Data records
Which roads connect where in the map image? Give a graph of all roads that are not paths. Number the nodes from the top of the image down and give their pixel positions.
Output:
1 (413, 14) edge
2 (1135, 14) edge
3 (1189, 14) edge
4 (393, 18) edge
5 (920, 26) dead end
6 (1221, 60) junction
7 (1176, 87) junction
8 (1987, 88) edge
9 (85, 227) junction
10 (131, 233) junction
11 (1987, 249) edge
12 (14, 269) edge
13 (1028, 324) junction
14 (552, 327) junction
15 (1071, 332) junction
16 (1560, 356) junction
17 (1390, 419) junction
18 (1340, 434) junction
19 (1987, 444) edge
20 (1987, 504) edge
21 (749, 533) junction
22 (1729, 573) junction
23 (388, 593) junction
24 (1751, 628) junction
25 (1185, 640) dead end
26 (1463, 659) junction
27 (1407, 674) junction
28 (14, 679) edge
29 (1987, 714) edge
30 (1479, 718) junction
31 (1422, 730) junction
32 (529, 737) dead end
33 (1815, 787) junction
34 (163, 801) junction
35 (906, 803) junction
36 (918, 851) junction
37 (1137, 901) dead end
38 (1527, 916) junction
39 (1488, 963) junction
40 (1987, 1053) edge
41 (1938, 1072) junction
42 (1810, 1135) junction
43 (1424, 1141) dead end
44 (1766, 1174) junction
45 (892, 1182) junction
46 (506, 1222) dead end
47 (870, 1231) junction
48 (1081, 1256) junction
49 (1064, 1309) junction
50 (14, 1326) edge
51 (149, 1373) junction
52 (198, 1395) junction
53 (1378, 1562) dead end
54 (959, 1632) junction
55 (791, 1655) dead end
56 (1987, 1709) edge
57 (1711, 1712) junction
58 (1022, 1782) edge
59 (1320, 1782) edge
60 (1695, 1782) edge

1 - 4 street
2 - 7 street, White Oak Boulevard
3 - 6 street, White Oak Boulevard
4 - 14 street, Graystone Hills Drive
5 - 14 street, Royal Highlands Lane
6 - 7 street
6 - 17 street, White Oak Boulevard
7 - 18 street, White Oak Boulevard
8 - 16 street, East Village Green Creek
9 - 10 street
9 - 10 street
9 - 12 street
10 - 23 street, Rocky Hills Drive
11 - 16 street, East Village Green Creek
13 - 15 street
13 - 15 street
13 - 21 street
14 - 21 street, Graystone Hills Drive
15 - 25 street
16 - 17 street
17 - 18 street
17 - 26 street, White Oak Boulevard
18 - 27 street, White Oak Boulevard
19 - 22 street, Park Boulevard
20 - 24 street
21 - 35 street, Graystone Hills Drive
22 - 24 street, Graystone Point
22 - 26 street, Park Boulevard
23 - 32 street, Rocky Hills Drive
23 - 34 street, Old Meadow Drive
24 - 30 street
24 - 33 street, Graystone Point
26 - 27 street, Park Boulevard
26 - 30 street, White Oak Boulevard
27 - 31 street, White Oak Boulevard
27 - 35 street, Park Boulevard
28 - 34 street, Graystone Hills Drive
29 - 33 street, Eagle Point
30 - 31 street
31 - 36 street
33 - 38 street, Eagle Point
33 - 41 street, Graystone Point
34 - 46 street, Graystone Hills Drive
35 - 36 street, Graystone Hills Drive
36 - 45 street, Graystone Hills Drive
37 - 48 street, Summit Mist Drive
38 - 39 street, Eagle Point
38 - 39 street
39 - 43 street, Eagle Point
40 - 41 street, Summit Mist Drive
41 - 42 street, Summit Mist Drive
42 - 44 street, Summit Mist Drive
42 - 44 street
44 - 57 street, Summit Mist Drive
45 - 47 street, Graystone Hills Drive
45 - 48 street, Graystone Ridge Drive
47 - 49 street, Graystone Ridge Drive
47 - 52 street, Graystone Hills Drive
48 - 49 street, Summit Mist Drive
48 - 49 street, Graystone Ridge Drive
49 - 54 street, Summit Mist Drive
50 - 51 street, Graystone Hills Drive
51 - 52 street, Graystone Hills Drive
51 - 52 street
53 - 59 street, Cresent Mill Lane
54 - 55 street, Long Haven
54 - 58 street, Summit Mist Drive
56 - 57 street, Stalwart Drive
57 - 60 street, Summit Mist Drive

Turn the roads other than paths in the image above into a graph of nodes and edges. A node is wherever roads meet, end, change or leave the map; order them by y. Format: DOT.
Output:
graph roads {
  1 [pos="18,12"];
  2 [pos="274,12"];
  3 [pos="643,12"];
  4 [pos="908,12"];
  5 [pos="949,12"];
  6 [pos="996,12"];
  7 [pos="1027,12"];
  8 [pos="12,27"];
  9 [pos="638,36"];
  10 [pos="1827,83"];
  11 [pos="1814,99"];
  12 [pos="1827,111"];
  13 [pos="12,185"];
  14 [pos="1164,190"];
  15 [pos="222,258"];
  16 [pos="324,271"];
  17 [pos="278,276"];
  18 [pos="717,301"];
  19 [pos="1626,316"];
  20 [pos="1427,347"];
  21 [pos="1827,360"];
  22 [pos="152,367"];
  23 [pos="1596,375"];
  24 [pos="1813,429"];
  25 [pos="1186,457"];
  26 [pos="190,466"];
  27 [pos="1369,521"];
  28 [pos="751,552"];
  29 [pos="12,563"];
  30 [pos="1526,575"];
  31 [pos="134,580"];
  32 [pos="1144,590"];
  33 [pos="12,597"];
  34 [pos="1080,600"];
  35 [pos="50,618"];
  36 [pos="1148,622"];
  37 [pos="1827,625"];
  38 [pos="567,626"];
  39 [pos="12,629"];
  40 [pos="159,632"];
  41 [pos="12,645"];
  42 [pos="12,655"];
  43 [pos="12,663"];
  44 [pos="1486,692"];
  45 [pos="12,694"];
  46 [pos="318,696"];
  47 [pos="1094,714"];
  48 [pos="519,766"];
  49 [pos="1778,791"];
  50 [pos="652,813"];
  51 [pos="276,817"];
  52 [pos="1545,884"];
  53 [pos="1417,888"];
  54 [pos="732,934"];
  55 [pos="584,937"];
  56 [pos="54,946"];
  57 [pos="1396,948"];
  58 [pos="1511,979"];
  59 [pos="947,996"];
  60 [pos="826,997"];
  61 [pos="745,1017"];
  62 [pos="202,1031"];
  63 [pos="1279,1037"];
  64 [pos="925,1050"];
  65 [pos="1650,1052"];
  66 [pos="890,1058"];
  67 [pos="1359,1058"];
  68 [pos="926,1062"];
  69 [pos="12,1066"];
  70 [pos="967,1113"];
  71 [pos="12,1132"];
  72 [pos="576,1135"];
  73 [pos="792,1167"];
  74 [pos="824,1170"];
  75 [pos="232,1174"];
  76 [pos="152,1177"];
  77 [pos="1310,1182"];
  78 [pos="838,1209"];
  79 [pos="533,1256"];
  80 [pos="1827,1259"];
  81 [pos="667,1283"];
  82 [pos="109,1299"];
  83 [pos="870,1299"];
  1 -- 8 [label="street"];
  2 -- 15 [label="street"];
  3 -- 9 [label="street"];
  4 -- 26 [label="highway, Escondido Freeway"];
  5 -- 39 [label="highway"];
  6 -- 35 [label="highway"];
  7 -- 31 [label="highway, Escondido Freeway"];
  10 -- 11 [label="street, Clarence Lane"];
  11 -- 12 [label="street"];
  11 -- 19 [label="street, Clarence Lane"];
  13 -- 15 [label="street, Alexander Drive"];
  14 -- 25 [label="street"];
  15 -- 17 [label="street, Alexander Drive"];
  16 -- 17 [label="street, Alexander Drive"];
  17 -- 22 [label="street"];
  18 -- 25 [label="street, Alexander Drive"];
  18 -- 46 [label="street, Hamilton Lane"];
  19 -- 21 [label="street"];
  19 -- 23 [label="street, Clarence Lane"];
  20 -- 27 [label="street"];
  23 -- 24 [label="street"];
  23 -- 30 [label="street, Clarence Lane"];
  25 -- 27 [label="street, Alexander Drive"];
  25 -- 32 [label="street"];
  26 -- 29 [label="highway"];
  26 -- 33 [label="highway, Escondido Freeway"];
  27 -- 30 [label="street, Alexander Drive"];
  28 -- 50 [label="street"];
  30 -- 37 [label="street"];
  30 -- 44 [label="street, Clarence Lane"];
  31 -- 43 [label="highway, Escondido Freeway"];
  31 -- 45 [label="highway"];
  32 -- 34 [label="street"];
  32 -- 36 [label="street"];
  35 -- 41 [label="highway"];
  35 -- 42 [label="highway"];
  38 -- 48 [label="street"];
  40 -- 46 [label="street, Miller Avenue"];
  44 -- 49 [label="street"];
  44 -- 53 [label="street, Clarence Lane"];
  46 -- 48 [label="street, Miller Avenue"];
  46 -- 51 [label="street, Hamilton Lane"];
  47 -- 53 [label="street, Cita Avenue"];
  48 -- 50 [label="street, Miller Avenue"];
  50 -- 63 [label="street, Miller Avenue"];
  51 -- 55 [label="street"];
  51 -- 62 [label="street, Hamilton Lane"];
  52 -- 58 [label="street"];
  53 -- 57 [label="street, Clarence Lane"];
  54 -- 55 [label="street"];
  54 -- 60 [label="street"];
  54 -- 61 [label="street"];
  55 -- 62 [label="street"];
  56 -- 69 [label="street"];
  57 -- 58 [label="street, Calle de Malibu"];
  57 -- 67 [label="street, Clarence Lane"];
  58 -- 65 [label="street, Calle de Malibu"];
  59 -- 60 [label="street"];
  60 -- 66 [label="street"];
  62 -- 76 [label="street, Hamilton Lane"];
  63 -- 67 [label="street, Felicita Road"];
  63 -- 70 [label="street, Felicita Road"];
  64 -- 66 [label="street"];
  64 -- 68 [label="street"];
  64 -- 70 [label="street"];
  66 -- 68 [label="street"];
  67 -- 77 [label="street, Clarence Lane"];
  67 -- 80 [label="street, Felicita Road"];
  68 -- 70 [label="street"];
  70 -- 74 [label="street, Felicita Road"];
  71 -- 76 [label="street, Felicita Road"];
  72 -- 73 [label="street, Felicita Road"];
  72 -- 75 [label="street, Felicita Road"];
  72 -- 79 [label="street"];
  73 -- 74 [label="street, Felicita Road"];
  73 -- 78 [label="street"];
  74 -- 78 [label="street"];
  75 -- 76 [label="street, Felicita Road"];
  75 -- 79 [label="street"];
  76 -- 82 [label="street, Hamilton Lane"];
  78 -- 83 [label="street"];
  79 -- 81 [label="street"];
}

What needs to be done :: What the answer needs is every line from the data above with "Escondido" in it.

Exercise output ::
  4 -- 26 [label="highway, Escondido Freeway"];
  7 -- 31 [label="highway, Escondido Freeway"];
  26 -- 33 [label="highway, Escondido Freeway"];
  31 -- 43 [label="highway, Escondido Freeway"];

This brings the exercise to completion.